MATERIAL FOR THIS TASK Start Marker

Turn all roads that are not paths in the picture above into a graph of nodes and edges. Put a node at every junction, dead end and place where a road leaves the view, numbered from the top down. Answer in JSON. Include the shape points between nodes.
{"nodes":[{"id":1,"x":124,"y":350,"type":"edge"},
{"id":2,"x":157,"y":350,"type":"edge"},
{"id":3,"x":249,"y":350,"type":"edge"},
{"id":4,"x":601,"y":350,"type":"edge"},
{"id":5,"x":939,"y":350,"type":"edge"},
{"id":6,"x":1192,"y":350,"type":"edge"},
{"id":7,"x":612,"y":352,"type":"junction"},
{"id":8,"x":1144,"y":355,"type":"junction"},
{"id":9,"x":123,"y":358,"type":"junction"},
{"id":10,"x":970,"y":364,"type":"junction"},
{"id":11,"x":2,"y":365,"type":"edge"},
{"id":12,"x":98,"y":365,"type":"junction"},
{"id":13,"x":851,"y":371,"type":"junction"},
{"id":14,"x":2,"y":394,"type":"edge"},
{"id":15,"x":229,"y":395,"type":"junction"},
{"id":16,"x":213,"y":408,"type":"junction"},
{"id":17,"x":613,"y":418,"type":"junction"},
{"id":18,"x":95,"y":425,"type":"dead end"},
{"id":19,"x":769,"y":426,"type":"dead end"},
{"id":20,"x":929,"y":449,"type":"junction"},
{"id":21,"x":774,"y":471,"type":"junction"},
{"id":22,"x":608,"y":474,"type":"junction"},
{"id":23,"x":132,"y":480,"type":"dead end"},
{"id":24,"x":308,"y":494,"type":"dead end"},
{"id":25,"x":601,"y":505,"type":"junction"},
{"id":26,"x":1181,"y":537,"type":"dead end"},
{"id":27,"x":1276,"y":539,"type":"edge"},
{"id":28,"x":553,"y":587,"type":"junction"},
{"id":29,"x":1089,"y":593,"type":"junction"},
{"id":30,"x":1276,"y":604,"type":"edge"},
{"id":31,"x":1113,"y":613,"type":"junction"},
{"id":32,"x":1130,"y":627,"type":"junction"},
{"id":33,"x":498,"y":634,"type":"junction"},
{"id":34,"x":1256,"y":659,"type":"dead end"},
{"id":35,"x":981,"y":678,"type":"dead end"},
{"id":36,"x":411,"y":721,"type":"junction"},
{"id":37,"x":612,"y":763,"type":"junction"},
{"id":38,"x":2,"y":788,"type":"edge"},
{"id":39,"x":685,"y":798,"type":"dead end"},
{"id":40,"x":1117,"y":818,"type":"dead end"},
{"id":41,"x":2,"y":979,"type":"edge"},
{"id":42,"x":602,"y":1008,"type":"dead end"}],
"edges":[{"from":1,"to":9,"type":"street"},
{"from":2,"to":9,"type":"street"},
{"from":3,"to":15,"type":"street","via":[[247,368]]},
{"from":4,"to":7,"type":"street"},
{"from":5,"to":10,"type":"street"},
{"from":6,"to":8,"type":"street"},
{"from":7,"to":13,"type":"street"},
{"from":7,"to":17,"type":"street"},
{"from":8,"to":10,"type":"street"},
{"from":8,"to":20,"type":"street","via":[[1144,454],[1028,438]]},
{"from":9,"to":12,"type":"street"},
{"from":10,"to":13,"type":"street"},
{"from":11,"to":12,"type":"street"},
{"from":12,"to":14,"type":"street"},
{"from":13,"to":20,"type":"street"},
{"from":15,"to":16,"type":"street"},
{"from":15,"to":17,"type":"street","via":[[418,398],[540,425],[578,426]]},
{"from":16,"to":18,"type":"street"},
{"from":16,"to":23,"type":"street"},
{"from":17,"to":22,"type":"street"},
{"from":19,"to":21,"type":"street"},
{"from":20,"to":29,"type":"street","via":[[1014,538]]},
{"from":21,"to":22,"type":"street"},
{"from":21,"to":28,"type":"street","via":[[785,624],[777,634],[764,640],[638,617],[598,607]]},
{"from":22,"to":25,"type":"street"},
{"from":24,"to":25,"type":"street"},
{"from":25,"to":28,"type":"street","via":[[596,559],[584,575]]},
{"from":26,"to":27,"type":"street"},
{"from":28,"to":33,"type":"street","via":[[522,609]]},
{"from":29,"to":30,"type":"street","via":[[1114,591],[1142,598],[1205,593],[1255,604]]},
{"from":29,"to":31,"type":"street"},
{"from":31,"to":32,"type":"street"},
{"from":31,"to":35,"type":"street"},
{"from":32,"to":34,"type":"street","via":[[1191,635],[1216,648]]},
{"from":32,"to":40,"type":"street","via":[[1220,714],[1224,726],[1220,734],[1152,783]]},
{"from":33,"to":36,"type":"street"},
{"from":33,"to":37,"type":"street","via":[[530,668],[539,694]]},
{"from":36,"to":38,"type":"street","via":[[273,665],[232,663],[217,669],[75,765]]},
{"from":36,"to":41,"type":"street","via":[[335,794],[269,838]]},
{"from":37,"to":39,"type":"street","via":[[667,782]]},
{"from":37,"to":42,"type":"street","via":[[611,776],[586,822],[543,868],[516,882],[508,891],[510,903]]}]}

MATERIAL FOR THIS TASK End Marker

EXERCISE DESCRIPTION:
The full listing above is to be copied exactly, line for line.

FINISHED TASK:
Turn all roads that are not paths in the picture above into a graph of nodes and edges. Put a node at every junction, dead end and place where a road leaves the view, numbered from the top down. Answer in JSON. Include the shape points between nodes.
{"nodes":[{"id":1,"x":124,"y":350,"type":"edge"},
{"id":2,"x":157,"y":350,"type":"edge"},
{"id":3,"x":249,"y":350,"type":"edge"},
{"id":4,"x":601,"y":350,"type":"edge"},
{"id":5,"x":939,"y":350,"type":"edge"},
{"id":6,"x":1192,"y":350,"type":"edge"},
{"id":7,"x":612,"y":352,"type":"junction"},
{"id":8,"x":1144,"y":355,"type":"junction"},
{"id":9,"x":123,"y":358,"type":"junction"},
{"id":10,"x":970,"y":364,"type":"junction"},
{"id":11,"x":2,"y":365,"type":"edge"},
{"id":12,"x":98,"y":365,"type":"junction"},
{"id":13,"x":851,"y":371,"type":"junction"},
{"id":14,"x":2,"y":394,"type":"edge"},
{"id":15,"x":229,"y":395,"type":"junction"},
{"id":16,"x":213,"y":408,"type":"junction"},
{"id":17,"x":613,"y":418,"type":"junction"},
{"id":18,"x":95,"y":425,"type":"dead end"},
{"id":19,"x":769,"y":426,"type":"dead end"},
{"id":20,"x":929,"y":449,"type":"junction"},
{"id":21,"x":774,"y":471,"type":"junction"},
{"id":22,"x":608,"y":474,"type":"junction"},
{"id":23,"x":132,"y":480,"type":"dead end"},
{"id":24,"x":308,"y":494,"type":"dead end"},
{"id":25,"x":601,"y":505,"type":"junction"},
{"id":26,"x":1181,"y":537,"type":"dead end"},
{"id":27,"x":1276,"y":539,"type":"edge"},
{"id":28,"x":553,"y":587,"type":"junction"},
{"id":29,"x":1089,"y":593,"type":"junction"},
{"id":30,"x":1276,"y":604,"type":"edge"},
{"id":31,"x":1113,"y":613,"type":"junction"},
{"id":32,"x":1130,"y":627,"type":"junction"},
{"id":33,"x":498,"y":634,"type":"junction"},
{"id":34,"x":1256,"y":659,"type":"dead end"},
{"id":35,"x":981,"y":678,"type":"dead end"},
{"id":36,"x":411,"y":721,"type":"junction"},
{"id":37,"x":612,"y":763,"type":"junction"},
{"id":38,"x":2,"y":788,"type":"edge"},
{"id":39,"x":685,"y":798,"type":"dead end"},
{"id":40,"x":1117,"y":818,"type":"dead end"},
{"id":41,"x":2,"y":979,"type":"edge"},
{"id":42,"x":602,"y":1008,"type":"dead end"}],
"edges":[{"from":1,"to":9,"type":"street"},
{"from":2,"to":9,"type":"street"},
{"from":3,"to":15,"type":"street","via":[[247,368]]},
{"from":4,"to":7,"type":"street"},
{"from":5,"to":10,"type":"street"},
{"from":6,"to":8,"type":"street"},
{"from":7,"to":13,"type":"street"},
{"from":7,"to":17,"type":"street"},
{"from":8,"to":10,"type":"street"},
{"from":8,"to":20,"type":"street","via":[[1144,454],[1028,438]]},
{"from":9,"to":12,"type":"street"},
{"from":10,"to":13,"type":"street"},
{"from":11,"to":12,"type":"street"},
{"from":12,"to":14,"type":"street"},
{"from":13,"to":20,"type":"street"},
{"from":15,"to":16,"type":"street"},
{"from":15,"to":17,"type":"street","via":[[418,398],[540,425],[578,426]]},
{"from":16,"to":18,"type":"street"},
{"from":16,"to":23,"type":"street"},
{"from":17,"to":22,"type":"street"},
{"from":19,"to":21,"type":"street"},
{"from":20,"to":29,"type":"street","via":[[1014,538]]},
{"from":21,"to":22,"type":"street"},
{"from":21,"to":28,"type":"street","via":[[785,624],[777,634],[764,640],[638,617],[598,607]]},
{"from":22,"to":25,"type":"street"},
{"from":24,"to":25,"type":"street"},
{"from":25,"to":28,"type":"street","via":[[596,559],[584,575]]},
{"from":26,"to":27,"type":"street"},
{"from":28,"to":33,"type":"street","via":[[522,609]]},
{"from":29,"to":30,"type":"street","via":[[1114,591],[1142,598],[1205,593],[1255,604]]},
{"from":29,"to":31,"type":"street"},
{"from":31,"to":32,"type":"street"},
{"from":31,"to":35,"type":"street"},
{"from":32,"to":34,"type":"street","via":[[1191,635],[1216,648]]},
{"from":32,"to":40,"type":"street","via":[[1220,714],[1224,726],[1220,734],[1152,783]]},
{"from":33,"to":36,"type":"street"},
{"from":33,"to":37,"type":"street","via":[[530,668],[539,694]]},
{"from":36,"to":38,"type":"street","via":[[273,665],[232,663],[217,669],[75,765]]},
{"from":36,"to":41,"type":"street","via":[[335,794],[269,838]]},
{"from":37,"to":39,"type":"street","via":[[667,782]]},
{"from":37,"to":42,"type":"street","via":[[611,776],[586,822],[543,868],[516,882],[508,891],[510,903]]}]}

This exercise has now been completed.